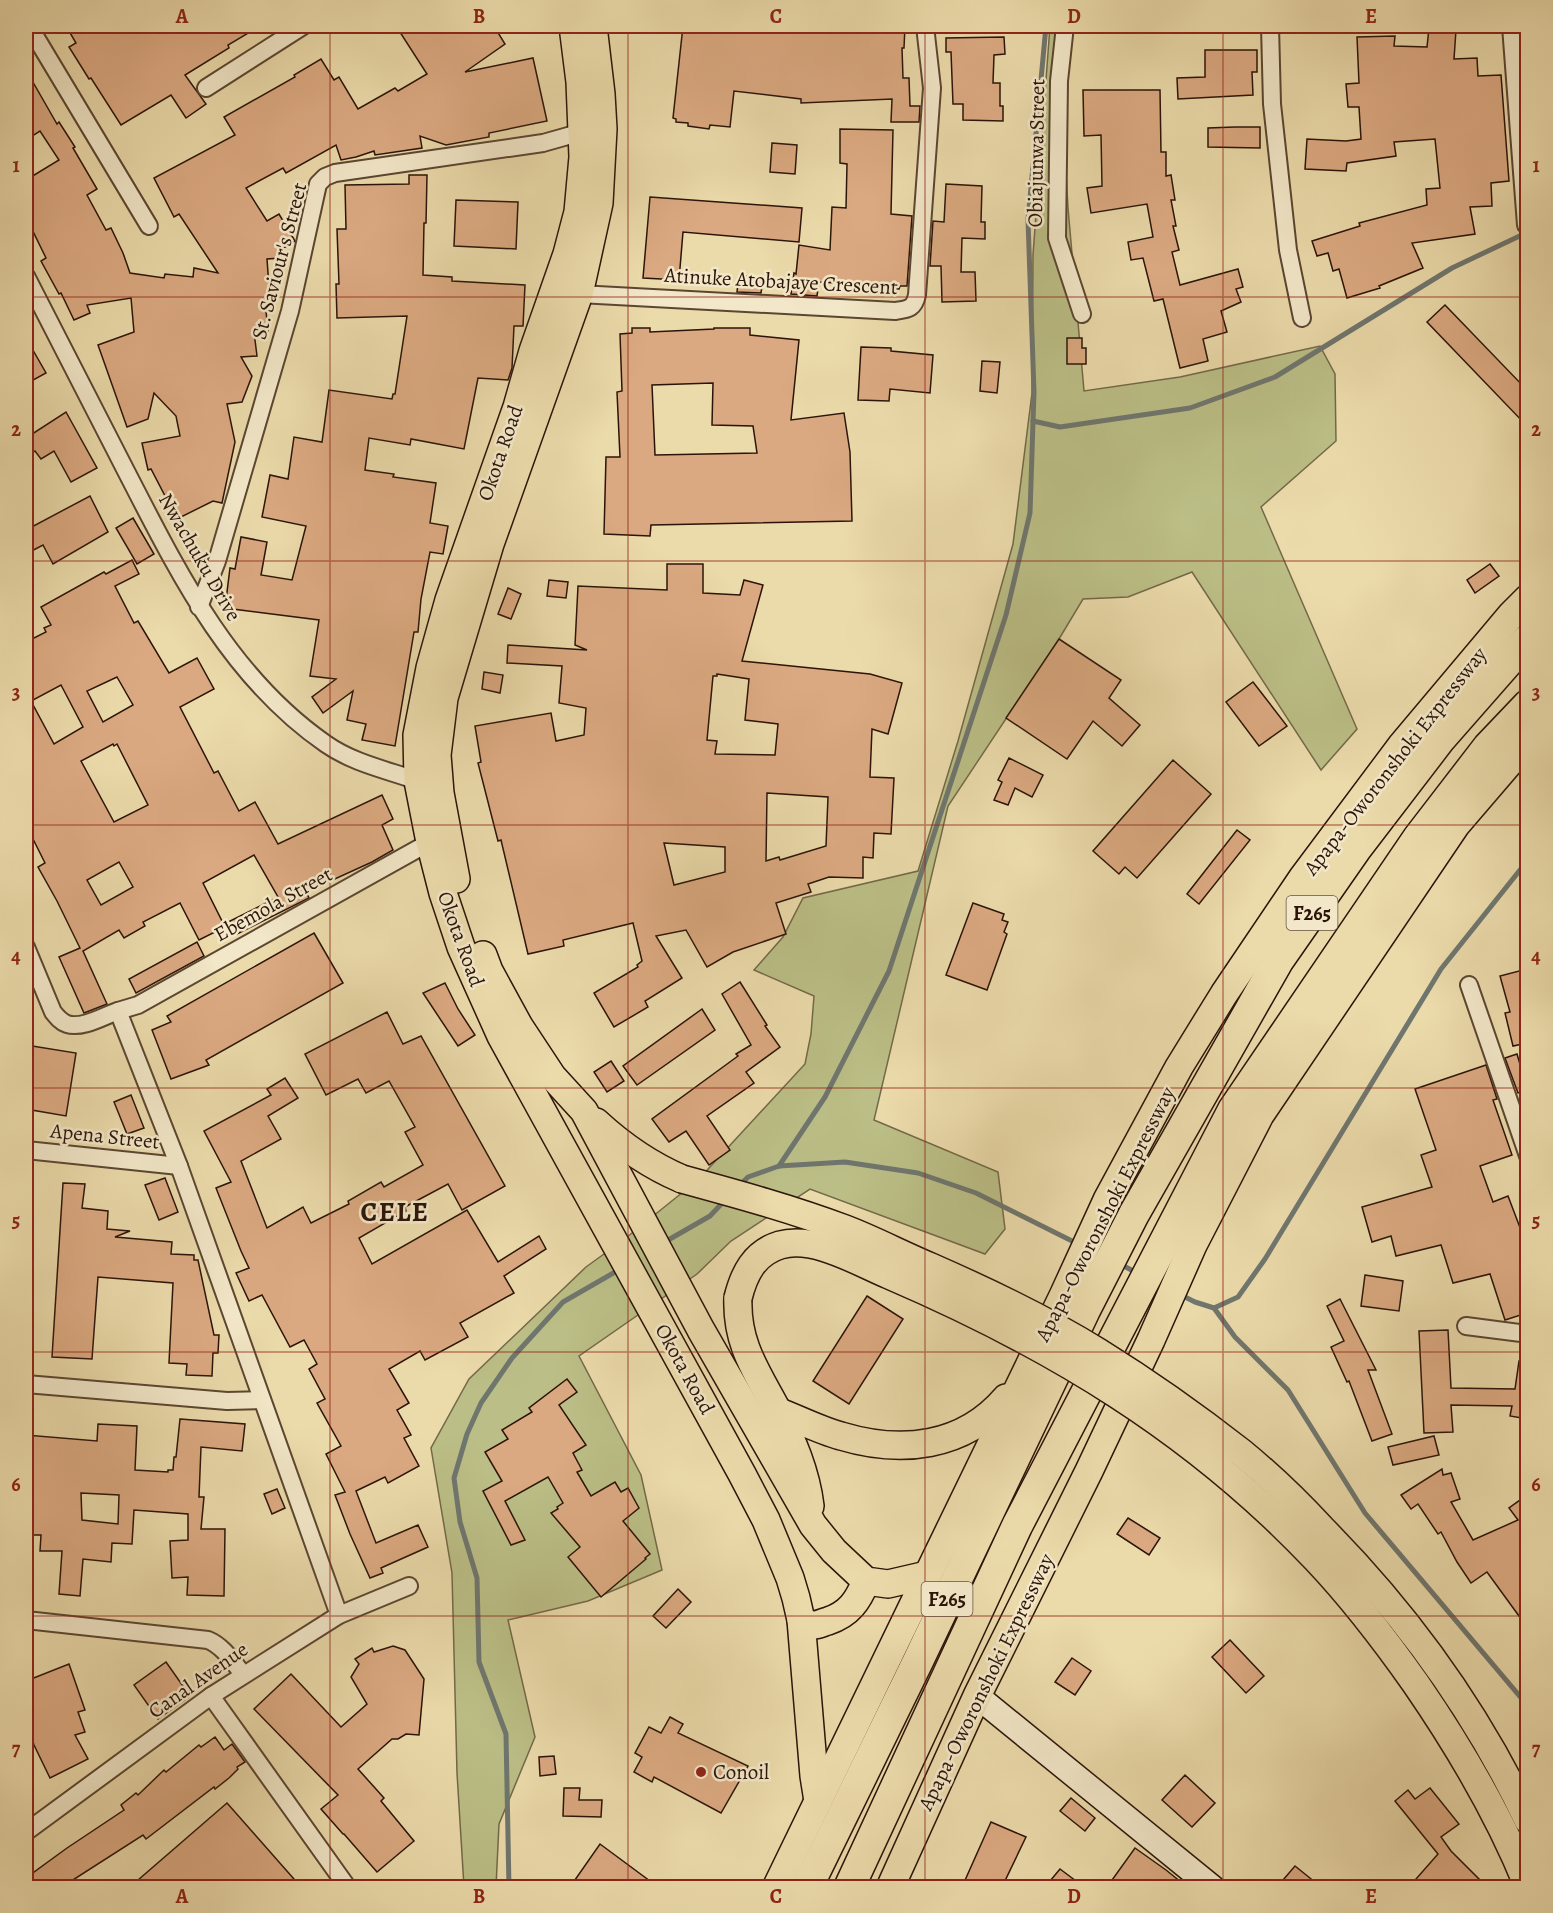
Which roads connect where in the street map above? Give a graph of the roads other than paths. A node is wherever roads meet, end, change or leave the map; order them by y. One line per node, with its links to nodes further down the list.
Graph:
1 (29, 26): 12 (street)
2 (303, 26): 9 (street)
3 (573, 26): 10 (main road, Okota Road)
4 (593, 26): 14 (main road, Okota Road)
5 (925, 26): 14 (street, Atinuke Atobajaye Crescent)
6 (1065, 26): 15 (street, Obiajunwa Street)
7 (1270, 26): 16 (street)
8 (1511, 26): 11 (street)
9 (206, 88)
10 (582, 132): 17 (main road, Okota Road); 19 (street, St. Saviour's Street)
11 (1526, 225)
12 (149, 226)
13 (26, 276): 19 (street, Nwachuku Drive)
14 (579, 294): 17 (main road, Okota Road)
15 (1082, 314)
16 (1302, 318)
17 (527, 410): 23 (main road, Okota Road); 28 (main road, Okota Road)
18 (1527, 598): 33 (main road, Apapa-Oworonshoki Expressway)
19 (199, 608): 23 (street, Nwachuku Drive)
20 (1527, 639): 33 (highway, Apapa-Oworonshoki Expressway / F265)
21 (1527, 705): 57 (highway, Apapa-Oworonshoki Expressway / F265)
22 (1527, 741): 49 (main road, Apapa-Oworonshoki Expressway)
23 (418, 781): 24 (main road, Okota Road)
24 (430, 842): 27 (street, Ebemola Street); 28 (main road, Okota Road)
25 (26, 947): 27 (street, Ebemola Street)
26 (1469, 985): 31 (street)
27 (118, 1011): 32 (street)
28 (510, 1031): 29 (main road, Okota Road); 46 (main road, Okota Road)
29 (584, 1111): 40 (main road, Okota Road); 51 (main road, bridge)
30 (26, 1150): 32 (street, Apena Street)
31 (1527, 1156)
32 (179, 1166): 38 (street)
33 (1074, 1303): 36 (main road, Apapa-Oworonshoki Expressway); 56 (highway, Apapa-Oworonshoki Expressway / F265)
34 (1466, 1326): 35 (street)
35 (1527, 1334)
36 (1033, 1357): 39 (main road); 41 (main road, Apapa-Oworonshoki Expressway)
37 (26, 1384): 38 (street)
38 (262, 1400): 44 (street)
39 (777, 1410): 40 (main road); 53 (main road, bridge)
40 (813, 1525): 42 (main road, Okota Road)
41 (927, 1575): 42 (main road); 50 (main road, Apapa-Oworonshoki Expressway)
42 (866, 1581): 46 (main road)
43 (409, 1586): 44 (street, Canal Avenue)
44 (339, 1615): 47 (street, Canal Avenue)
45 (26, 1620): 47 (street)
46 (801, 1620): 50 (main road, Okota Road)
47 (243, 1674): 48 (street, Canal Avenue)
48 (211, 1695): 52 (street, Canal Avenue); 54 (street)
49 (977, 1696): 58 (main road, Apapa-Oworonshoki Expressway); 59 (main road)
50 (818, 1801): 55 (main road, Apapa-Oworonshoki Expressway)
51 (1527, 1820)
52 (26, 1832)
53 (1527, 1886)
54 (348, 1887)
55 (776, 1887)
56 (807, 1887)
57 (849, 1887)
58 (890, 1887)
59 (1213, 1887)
==
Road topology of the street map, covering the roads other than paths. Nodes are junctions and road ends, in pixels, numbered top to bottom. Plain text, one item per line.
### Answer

### WORK TASK
Wherever the word "other" appears in the listing above, copy the whole line.

### FINISHED EXERCISE
Which roads connect where in the street map above? Give a graph of the roads other than paths. A node is wherever roads meet, end, change or leave the map; order them by y. One line per node, with its links to nodes further down the list.
Road topology of the street map, covering the roads other than paths. Nodes are junctions and road ends, in pixels, numbered top to bottom. Plain text, one item per line.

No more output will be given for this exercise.